Death might be inevitable but witnessing it is still a harrowing experience. As caregivers, knowing what lies ahead can make it easier for both you and your loved ones.
Watching your loved one deteriorate because of dementia is difficult. End-stage dementia can be even more traumatic to witness. Knowing the signs that a person with dementia is nearing the end of his life is essential because it can help you decide on how to give them the right care to increase the quality of the time they have left. Knowing what to expect can also bring you some comfort.
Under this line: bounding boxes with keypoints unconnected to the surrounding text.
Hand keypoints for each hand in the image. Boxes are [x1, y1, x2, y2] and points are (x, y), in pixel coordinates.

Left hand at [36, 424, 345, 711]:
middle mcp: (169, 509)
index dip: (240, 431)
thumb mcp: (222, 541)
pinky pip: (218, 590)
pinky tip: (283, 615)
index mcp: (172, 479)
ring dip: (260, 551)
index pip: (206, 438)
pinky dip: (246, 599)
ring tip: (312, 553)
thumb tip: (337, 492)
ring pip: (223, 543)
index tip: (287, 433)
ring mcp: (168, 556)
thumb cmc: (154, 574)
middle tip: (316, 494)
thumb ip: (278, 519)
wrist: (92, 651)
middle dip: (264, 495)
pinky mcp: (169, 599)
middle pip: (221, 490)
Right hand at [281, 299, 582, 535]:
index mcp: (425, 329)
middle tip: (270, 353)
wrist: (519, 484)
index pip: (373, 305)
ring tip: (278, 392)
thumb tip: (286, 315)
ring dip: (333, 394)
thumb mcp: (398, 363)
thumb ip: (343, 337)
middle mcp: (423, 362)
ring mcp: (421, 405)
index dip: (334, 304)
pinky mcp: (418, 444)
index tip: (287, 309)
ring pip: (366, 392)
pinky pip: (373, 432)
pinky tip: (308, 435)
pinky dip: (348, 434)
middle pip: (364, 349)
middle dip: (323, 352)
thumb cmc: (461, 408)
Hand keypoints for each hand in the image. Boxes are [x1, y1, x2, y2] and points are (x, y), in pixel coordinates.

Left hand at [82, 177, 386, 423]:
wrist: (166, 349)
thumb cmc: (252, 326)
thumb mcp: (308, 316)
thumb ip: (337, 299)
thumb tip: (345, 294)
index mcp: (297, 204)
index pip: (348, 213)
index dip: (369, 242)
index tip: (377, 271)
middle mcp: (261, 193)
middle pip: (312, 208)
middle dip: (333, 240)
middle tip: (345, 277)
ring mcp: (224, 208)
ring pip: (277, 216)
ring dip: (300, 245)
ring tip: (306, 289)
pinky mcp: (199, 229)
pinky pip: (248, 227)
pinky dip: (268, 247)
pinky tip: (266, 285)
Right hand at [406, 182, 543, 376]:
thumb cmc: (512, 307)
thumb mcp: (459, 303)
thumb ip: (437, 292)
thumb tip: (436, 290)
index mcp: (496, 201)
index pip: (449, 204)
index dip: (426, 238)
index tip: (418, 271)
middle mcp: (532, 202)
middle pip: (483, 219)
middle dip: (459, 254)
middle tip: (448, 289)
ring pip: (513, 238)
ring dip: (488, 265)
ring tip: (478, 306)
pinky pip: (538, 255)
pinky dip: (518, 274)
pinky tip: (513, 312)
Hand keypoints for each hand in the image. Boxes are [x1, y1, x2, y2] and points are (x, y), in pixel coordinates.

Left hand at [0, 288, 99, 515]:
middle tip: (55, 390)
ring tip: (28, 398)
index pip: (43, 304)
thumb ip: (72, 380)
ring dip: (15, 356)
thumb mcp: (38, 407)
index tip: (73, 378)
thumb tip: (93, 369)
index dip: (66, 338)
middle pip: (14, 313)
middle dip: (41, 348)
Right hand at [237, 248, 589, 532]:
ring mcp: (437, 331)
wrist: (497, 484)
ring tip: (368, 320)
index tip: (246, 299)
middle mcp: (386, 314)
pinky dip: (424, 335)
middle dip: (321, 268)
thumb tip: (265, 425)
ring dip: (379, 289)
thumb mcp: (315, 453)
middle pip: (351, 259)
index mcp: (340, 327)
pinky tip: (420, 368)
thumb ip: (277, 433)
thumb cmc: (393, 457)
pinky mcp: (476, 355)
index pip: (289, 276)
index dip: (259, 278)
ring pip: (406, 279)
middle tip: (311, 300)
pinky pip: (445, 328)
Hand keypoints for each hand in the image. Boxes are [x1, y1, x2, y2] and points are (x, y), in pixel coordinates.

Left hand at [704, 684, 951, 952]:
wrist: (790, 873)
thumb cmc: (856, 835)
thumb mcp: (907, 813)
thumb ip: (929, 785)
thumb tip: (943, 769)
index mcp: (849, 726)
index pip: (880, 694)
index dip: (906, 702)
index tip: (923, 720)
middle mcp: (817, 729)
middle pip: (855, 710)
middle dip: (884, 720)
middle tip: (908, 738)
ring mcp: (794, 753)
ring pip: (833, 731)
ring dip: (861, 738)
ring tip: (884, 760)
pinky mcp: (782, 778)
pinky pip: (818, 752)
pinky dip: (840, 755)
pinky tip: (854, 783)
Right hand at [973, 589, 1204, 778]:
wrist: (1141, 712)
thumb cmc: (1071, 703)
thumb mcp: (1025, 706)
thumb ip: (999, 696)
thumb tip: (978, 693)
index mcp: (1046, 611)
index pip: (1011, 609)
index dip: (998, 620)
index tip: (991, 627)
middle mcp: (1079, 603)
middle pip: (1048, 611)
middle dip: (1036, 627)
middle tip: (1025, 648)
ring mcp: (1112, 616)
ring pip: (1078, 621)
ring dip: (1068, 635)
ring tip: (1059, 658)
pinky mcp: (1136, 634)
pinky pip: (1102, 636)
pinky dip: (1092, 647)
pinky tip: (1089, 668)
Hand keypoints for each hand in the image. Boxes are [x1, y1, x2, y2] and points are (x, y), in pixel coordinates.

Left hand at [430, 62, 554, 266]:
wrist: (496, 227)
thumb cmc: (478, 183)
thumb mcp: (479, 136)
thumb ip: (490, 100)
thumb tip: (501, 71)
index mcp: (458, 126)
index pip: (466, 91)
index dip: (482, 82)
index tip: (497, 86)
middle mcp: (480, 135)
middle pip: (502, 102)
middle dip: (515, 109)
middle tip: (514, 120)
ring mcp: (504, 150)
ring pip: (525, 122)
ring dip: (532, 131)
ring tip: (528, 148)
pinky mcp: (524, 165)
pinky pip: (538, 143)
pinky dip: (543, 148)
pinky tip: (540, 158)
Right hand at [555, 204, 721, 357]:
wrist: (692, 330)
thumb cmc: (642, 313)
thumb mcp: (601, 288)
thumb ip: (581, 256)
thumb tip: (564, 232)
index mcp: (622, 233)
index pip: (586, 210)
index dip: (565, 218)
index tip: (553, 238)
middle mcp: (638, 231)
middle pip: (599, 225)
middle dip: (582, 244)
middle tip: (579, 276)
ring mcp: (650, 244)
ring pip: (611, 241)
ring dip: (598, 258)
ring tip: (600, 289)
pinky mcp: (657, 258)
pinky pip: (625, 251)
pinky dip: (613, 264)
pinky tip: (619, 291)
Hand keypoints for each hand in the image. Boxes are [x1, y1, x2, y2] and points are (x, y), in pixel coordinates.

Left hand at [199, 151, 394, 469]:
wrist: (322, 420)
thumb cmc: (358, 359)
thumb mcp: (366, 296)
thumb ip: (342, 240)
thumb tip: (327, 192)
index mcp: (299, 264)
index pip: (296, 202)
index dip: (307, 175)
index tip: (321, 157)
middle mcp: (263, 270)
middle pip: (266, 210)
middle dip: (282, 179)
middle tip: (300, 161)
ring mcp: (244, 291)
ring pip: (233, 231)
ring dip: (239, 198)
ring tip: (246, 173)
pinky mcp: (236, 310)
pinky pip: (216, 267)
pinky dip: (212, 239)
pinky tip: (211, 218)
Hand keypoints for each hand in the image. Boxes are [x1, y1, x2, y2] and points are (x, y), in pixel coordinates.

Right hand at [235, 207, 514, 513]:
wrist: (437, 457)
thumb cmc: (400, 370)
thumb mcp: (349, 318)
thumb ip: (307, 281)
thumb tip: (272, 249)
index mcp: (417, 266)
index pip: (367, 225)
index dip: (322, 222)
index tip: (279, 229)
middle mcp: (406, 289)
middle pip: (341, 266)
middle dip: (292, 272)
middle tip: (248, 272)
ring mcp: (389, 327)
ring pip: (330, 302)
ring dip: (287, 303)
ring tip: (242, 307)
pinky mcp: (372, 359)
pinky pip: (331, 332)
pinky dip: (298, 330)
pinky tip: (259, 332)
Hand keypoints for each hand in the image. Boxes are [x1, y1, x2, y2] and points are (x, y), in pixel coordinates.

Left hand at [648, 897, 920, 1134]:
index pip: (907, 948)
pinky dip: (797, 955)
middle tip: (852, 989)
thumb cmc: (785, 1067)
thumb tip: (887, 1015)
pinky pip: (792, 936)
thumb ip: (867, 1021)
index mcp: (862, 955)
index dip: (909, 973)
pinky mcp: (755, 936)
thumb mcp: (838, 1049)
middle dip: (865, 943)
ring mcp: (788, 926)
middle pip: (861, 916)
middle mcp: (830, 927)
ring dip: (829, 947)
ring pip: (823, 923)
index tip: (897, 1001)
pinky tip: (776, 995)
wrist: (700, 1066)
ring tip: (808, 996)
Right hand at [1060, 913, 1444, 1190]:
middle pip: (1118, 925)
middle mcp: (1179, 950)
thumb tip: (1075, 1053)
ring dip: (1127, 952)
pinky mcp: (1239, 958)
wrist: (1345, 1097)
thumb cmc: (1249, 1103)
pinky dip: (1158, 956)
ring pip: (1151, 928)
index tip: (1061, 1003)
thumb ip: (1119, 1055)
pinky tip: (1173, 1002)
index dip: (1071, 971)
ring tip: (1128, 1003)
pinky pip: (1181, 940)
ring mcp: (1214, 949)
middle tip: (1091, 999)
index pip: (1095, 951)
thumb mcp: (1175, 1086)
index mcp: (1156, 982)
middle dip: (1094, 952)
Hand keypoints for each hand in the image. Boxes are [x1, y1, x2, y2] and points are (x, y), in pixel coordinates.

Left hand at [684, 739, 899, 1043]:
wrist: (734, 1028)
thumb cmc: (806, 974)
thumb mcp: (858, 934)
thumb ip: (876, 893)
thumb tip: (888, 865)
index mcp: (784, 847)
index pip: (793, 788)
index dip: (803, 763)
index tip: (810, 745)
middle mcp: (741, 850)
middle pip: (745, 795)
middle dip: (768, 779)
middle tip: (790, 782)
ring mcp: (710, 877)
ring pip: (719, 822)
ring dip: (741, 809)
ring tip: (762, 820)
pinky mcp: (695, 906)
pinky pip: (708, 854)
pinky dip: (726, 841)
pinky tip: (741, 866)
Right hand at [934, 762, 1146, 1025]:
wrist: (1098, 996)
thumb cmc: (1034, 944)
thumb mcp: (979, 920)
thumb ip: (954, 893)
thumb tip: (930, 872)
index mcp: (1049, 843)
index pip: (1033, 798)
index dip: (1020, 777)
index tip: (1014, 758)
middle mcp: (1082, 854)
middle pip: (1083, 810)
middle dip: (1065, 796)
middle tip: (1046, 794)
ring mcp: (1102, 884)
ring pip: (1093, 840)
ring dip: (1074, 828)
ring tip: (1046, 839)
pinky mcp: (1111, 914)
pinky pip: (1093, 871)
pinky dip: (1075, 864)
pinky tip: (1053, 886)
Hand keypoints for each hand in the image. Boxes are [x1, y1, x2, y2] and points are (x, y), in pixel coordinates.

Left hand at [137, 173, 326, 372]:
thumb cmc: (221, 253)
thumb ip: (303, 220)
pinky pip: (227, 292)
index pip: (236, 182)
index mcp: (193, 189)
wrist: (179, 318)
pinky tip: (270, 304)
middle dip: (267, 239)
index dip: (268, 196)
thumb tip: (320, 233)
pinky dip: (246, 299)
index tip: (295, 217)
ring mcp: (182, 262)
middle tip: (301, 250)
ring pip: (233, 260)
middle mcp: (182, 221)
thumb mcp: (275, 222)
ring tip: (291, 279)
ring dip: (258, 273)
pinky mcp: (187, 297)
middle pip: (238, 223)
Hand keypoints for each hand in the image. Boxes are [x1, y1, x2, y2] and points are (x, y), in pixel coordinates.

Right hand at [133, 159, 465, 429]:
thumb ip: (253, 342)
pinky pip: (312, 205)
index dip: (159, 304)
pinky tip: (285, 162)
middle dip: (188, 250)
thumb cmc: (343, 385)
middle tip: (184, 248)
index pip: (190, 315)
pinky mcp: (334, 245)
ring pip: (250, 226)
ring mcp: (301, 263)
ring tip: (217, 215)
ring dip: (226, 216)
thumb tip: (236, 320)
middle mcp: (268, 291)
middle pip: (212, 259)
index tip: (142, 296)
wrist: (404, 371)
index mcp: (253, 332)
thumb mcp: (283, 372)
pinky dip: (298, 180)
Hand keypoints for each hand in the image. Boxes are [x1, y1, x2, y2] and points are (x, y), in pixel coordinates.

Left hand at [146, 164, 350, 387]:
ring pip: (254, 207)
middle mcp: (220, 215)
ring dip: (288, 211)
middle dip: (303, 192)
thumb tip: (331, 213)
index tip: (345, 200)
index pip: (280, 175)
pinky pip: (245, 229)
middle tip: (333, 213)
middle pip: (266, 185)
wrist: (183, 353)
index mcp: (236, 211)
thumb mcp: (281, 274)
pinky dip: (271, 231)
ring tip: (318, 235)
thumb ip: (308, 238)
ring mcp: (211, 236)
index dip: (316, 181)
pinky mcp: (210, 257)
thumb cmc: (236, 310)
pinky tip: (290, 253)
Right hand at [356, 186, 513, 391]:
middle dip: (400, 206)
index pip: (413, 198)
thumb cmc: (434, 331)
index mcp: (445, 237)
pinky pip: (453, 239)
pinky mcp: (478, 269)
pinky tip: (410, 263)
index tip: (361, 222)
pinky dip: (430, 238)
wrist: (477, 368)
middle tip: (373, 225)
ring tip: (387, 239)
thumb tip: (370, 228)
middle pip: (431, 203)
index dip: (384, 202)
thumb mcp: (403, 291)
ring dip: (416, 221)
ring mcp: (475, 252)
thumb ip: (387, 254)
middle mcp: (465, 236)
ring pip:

An important thing to remember is that people with dementia don’t normally die from dementia, but due to other infections that might occur because of their frail state. Some symptoms of end-stage dementia you might notice include a pronounced difficulty in eating and swallowing, incontinence, little or no speech, and limited mobility. During this period, it is even more important that you keep them warm and always supervise them during meal-times so you can react quickly if they choke on something.
Sensory connections are very important at this point. You can bring comfort to the person with end-stage dementia by targeting their senses: hearing, touching, seeing. Touching their hands or giving them a gentle massage can be soothing. To help them relax, play some familiar tunes or even white noise and sounds from nature may help.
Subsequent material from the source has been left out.